When they ignored me I screamed aye Cabron and got their attention.

When they didnt turn their shit down, I put my PA system in the backyard and got on the microphone and started screaming at them... then played Meshuggah’s Ozben, very loud.

They dont play loud ass music all day any more.
I had a neighbor who liked to play disco music loud. So, I turned my Fender 85 amp to the wall and my Roland GS-6 digital effects unit dialed into mimic the ES-335 "Birdland" Gibson of my favorite guitar player, Unka Ted Nugent and started playing the riff to "Snakeskin Cowboys." That got his attention.
 
I just flew back from Texas to South Carolina and 2/3rds of the people on the plain couldn’t speak the language, had nice clean clothes, cell phones and either a back pack or big envelope with them… kind of the same ty of envelopes I had when I went to basic training… absolutely infuriating is an understatement
Irony...
 
how about pu toes?
Now that is funny. I actually speak a little Spanish and I see what you did there. Leads me to appreciate the advice one can give to a gringo who wants to go into a cantina and order a beer.
"Yo quiero un Cerveza, por fabor."

This works better than the other phrase:

"Tu Madre mame Berga por gratis."

And actually, I kind of learned that joke from a common phrase the masons would use with each other. "No mames." Implying that it was too late.
 
Now that is funny. I actually speak a little Spanish and I see what you did there.

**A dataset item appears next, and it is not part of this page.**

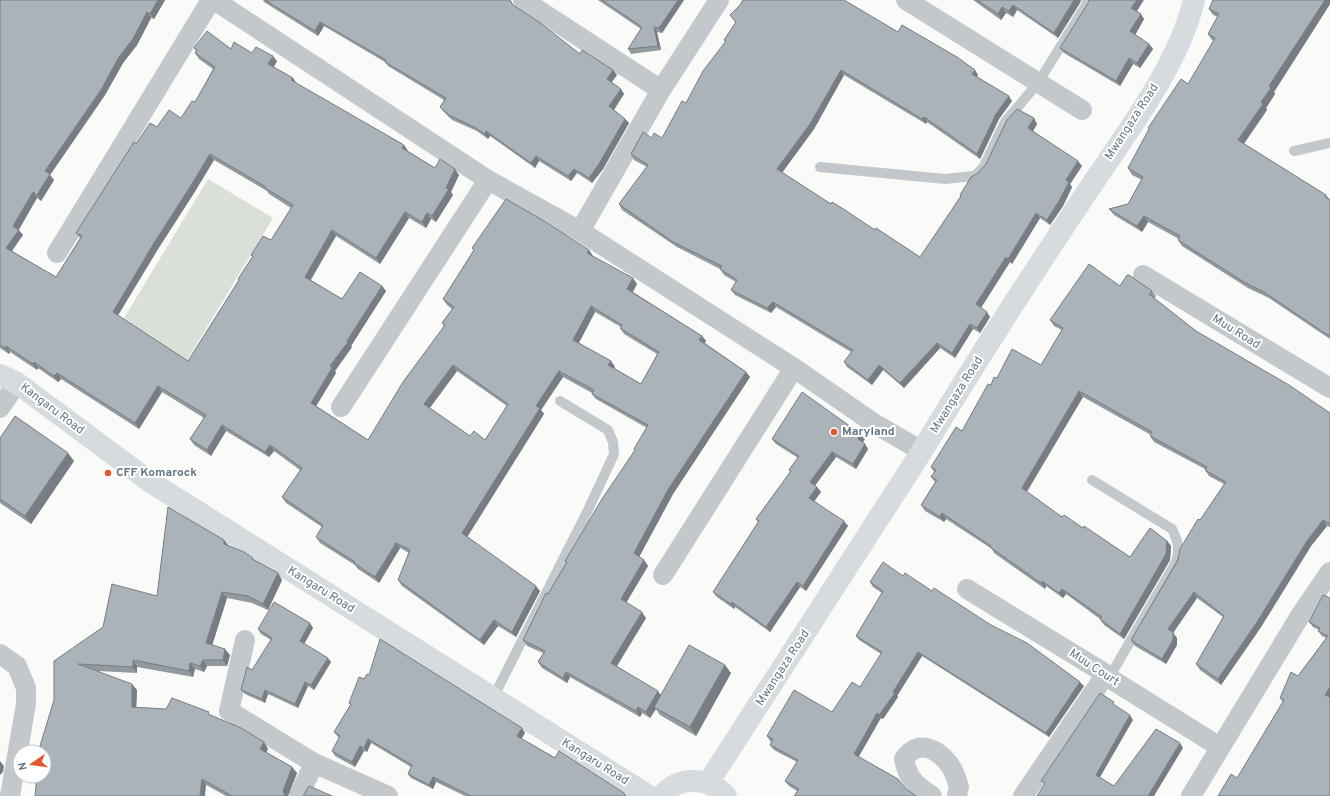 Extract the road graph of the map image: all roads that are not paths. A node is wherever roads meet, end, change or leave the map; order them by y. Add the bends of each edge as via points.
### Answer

Leads me to appreciate the advice one can give to a gringo who wants to go into a cantina and order a beer.
"Yo quiero un Cerveza, por favor


or."

This works better than the other phrase:

"Tu Madre mame verga por gratis."

And actually, I kind of learned that joke from a common phrase the masons would use with each other. "No mames." Implying that it was too late.
Though the V is pronounced as a B, its actually V in 'Verga' o "Favor'

But youre correct, your second phrasing wouldnt go over well.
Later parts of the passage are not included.